Smart surfaces will change the way that we interact with and experience the world. As technology blends into the surfaces around us, we will become less aware of its presence. Ubiquitous cameras mounted on the ceilings of offices may give way for smart floors hidden from view. Bulk sensors attached to walls, desks, and furniture will be built into the materials themselves, unlocking calmer and less cluttered environments. Just as the desktop morphed into the laptop and the smartphone, many aspects of building and automotive technology will shrink and eventually disappear into the surfaces around us.
For someone living in that future, many aspects of their lives will be subtly different. They may wake up in a bedroom with smart windows that begin letting morning sunshine in at a prescribed time. They will shower in a bathroom with seamless controls for every function. The clothes that they wear will include biometric functions and long-lasting fabrics that repel dirt and require less water to clean. Instead of working from home, they might commute to the office on public transport, where every surface is helping to control the spread of disease. When then get their office, the smart floor will monitor occupancy, helping to keep the office efficient, safe, and secure.

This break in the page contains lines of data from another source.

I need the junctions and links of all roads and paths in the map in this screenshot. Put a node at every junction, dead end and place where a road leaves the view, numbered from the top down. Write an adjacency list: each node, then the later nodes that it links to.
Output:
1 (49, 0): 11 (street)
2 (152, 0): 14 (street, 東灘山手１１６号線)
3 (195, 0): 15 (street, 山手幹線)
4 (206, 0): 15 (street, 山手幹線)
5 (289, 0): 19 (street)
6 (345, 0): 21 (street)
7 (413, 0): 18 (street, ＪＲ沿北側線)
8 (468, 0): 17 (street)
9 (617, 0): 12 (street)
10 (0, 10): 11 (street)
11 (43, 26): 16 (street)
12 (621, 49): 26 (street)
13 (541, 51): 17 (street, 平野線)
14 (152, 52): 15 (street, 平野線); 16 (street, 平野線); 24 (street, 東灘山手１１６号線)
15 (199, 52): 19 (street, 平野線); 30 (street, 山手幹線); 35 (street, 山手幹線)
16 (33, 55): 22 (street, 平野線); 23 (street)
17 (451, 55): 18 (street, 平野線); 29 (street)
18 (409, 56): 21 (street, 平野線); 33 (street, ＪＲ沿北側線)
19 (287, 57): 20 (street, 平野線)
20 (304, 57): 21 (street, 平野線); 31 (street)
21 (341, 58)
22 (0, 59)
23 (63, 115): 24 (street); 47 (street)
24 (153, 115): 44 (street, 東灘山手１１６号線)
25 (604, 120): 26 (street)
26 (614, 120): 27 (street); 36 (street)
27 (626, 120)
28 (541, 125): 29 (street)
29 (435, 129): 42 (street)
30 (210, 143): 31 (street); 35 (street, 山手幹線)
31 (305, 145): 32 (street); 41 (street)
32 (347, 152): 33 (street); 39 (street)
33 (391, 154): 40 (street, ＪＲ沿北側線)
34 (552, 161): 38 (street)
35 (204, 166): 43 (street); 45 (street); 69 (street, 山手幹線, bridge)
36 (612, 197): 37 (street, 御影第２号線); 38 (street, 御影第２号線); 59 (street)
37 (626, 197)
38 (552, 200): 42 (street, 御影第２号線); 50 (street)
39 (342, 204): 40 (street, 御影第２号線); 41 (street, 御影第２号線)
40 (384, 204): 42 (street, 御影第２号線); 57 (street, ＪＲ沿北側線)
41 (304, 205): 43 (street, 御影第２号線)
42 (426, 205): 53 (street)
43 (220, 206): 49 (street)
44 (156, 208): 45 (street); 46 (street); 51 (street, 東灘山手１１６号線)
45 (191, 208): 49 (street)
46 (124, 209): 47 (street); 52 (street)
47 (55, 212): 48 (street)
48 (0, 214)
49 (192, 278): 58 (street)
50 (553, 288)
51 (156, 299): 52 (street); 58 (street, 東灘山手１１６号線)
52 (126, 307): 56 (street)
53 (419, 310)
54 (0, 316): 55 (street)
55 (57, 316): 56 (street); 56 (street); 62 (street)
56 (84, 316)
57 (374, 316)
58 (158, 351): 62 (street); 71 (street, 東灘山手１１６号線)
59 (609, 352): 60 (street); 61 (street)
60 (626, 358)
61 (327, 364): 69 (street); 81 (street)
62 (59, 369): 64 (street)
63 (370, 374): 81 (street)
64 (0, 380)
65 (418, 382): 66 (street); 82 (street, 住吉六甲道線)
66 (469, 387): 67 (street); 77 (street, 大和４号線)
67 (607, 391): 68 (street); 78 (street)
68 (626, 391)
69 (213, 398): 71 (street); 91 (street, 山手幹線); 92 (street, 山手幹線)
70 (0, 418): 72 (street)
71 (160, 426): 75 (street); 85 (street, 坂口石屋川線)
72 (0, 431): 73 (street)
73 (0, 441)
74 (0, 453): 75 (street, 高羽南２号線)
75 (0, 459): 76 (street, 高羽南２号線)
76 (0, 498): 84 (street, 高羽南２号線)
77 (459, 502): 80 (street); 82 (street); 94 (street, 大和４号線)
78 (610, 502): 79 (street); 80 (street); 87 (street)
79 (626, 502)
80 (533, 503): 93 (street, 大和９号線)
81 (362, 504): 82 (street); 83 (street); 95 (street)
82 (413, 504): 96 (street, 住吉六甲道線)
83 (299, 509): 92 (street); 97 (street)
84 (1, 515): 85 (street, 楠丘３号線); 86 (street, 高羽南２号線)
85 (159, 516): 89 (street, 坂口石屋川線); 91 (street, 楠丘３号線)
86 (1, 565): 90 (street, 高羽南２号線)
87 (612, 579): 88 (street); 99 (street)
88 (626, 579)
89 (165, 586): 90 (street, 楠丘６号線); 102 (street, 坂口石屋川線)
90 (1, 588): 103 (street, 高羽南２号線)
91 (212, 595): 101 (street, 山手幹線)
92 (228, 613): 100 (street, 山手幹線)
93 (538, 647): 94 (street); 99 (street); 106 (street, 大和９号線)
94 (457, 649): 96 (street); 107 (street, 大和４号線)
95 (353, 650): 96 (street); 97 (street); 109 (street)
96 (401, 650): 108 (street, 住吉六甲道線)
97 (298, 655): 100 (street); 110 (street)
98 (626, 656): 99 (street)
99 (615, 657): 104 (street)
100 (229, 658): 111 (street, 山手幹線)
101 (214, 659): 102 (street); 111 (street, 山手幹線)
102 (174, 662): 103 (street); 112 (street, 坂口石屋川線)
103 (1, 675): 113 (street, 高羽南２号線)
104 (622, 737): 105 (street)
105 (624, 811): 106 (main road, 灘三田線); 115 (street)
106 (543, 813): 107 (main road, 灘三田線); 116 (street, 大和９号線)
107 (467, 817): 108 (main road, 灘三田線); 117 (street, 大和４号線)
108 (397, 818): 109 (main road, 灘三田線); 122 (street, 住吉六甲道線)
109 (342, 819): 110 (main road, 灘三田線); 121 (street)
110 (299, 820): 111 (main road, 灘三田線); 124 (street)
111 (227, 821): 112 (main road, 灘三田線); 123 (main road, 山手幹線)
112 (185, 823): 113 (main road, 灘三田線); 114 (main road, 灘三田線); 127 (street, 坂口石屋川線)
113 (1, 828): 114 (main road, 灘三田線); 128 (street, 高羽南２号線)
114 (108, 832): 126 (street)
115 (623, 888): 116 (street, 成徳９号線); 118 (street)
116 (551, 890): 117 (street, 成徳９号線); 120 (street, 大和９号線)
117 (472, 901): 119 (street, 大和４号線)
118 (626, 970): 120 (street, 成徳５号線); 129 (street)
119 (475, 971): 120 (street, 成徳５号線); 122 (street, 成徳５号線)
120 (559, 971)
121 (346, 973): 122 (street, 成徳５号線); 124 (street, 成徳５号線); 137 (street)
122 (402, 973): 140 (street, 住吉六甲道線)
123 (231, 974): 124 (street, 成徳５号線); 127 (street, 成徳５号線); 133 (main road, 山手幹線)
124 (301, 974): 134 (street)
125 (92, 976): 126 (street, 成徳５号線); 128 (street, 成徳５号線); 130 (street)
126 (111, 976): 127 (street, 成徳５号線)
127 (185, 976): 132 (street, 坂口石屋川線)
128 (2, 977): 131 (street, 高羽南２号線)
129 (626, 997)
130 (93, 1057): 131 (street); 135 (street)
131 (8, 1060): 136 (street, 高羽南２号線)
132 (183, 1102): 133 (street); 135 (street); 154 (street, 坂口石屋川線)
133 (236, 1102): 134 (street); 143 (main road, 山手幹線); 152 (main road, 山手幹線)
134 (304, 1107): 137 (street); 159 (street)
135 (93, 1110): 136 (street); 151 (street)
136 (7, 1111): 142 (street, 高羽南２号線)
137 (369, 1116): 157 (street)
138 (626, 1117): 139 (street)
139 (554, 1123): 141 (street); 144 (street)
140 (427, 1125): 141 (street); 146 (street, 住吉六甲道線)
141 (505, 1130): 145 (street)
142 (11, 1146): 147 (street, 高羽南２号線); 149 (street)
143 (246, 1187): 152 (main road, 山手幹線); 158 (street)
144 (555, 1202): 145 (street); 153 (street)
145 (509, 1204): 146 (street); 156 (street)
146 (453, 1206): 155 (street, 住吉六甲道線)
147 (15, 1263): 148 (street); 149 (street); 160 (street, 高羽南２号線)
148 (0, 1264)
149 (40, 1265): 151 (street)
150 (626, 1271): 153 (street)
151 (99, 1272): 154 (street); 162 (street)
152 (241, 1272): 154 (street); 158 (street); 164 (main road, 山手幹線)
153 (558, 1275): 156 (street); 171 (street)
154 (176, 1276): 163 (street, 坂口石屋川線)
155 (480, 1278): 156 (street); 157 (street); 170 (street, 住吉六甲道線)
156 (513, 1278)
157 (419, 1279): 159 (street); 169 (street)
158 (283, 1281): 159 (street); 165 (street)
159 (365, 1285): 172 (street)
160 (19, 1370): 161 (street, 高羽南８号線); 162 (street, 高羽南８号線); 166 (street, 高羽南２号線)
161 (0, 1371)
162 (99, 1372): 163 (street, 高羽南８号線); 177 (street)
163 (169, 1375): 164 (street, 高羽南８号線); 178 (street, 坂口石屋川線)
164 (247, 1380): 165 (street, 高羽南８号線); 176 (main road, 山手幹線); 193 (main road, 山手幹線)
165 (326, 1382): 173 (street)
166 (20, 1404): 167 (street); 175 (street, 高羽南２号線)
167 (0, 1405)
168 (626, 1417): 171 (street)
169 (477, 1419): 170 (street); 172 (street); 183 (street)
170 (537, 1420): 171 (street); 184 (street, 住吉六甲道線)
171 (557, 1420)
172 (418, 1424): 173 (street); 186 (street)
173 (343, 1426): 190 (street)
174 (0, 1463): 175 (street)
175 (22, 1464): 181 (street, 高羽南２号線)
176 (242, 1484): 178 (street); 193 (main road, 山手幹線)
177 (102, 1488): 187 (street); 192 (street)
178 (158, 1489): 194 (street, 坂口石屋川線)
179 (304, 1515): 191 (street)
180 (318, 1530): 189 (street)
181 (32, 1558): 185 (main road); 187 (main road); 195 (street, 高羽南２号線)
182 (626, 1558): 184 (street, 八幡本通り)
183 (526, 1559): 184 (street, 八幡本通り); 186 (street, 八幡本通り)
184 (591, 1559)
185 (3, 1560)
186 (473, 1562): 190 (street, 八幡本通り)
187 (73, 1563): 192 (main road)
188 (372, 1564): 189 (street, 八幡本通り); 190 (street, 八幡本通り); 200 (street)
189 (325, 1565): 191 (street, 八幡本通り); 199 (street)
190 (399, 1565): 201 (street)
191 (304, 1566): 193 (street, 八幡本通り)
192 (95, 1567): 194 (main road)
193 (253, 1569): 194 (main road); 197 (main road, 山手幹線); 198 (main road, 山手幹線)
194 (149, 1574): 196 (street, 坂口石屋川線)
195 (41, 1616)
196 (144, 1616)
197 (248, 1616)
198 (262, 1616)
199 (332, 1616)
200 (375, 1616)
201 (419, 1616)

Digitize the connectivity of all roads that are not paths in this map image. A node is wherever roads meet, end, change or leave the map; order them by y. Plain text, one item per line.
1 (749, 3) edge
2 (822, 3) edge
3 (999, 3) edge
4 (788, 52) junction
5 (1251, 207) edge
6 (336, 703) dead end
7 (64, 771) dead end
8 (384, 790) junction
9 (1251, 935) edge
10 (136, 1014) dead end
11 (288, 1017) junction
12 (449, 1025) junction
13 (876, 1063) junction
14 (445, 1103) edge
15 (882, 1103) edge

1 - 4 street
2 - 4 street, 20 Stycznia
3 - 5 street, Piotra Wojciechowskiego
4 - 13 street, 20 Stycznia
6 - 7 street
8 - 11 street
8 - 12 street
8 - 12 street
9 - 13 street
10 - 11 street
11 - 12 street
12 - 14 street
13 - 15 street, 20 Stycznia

Choosing a hot desk would be easy. Every desk is coated with a hydrophobic coating and monitors cleaning events and reports them to the building management system. Pollution-absorbing paint keeps the interior of the office healthy and smelling fresh. Integration with social media could turn the desktop into an interface to conversations with friends and family.
During the day, they’ll receive a notification that an elderly relative is awake and walking around the house as usual. But if they fell in the shower or next to the bed, the smart floor would automatically send an alert to a carer and an ambulance if required.
Walking out of the office, they see the concrete sidewalk and remark that it still looks brand new thanks to self-healing concrete. The street trees are flourishing thanks to porous pavements that absorb rainwater and prevent flooding.
Taking a rideshare home, self-healing materials will make the car interior look and feel new. Electronics integrated into the surfaces make it easy to turn on music, roll the window down, or set the climate control.
As they go to bed, they take a few minutes to read a book, with a soft light emitted by the paint on the wall behind their bed. A single touch and the light gently fades off.